Political party in Bolivia

The Assembly for the Sovereignty of the Peoples (Asamblea por la Soberanía de los Pueblos, ASP) was a political organization in Bolivia. It was formed as a "political instrument" of the popular movements of the country. Alejo Véliz was the national president of ASP.

==History==
ASP was founded at a congress in Santa Cruz de la Sierra in 1995 titled 'Land, Territory and Political Instrument'. Present at the congress were CSUTCB, CSCB, the Bartolina Sisa National Federation of Peasant Women of Bolivia and CIDOB. The congress had been convened by CSUTCB following a decision at its congress in 1994. The Cochabamba peasant leader Alejo Véliz became the main leader of ASP with Evo Morales in second position.

===Internal conflict===
From 1996 onwards, Evo Morales began to rise as a prominent leader inside ASP. Soon he became a competitor of Veliz.
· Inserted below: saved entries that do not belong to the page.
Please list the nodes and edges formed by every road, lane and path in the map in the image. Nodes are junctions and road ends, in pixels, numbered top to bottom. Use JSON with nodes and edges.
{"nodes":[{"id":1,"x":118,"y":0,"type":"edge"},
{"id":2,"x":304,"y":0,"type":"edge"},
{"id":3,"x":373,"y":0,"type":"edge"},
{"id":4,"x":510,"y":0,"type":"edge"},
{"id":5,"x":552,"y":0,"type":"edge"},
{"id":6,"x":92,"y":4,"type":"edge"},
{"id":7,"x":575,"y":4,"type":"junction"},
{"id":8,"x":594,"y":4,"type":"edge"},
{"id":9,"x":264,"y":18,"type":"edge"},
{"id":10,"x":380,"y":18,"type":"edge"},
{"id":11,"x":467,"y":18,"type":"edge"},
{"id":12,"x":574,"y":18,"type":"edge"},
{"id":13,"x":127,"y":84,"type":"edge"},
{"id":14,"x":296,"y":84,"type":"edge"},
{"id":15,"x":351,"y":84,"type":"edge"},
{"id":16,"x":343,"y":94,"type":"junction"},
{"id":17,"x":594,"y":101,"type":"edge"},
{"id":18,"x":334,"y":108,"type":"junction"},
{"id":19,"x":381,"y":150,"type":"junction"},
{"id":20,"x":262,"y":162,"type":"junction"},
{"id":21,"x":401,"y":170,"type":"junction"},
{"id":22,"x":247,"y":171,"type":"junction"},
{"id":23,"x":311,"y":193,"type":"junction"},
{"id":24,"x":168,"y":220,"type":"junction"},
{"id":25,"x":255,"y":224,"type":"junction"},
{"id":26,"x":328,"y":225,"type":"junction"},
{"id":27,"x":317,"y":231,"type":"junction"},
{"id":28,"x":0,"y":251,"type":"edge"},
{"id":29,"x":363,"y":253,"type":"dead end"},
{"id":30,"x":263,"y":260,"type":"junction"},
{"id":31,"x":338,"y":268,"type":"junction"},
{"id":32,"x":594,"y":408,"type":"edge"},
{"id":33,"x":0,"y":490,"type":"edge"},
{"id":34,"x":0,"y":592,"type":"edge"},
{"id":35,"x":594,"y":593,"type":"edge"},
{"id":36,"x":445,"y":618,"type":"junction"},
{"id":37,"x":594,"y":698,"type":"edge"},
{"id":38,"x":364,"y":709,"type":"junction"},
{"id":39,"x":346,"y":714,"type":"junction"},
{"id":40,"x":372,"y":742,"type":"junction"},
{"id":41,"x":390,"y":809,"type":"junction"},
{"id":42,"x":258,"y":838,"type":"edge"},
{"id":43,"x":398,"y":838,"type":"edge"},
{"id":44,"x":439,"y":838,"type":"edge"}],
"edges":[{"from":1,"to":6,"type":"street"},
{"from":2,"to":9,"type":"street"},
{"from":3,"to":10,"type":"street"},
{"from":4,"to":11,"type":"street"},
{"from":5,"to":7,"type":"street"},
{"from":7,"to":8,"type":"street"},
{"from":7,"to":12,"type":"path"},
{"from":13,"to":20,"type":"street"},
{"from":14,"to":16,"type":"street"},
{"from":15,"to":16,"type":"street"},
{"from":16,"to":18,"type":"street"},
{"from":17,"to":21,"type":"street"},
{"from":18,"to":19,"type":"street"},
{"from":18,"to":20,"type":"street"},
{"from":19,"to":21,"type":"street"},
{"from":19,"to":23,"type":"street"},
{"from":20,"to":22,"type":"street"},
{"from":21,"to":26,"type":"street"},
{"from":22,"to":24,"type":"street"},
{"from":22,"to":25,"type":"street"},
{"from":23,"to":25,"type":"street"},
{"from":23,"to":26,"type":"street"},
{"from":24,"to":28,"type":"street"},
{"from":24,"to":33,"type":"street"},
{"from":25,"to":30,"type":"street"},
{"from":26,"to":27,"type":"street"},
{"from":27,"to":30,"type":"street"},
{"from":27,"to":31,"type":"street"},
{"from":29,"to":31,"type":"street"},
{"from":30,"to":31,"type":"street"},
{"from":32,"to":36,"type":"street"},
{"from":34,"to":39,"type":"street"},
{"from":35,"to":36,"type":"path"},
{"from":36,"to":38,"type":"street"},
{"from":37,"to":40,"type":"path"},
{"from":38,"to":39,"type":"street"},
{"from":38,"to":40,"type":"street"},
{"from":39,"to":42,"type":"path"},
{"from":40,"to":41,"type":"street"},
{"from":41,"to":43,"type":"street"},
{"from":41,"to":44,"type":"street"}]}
Internal conflict emerged between the followers of Morales and Veliz, evistas and alejistas, surged. ASP wanted to contest the 1997 national elections, but never obtained the registration of a political party at the National Electoral Court. Instead the group contested the election of the lists of the United Left. Veliz was a candidate for presidency and for parliament (on the proportional representation list). However, many trade unions decided not to support Veliz's candidature, accusing him of having manipulated the candidate lists of the United Left. Four ASP members of the Chamber of Deputies were elected from the Chapare province (the entire United Left group); Evo Morales, Román Loayza Caero, Félix Sanchéz Veizaga and Néstor Guzmán Villarroel.

After the 1997 elections a split occurred in ASP, and Evo Morales was expelled from the organization. In 1998 the supporters of Evo Morales founded the Political Instrument for the Sovereignty of the Peoples (IPSP). Notably, the majority of the grassroots supporters of ASP sided with Morales in the split. One of the prominent ASP leaders who sided with Morales was Román Loayza Caero, leader of CSUTCB.

==1999 elections==
Ahead of the 1999 municipal elections, ASP had still not obtained any registration. Contested the elections on the lists of the Communist Party of Bolivia (PCB). In Cochabamba Alejo Veliz ran for the post of mayor and received 1.1% of the votes in the city.

==2002 elections==
Ahead of the 2002 general elections, a sector of ASP led by Hugo Moldiz denounced Veliz and declared their support for the candidacy of Evo Morales.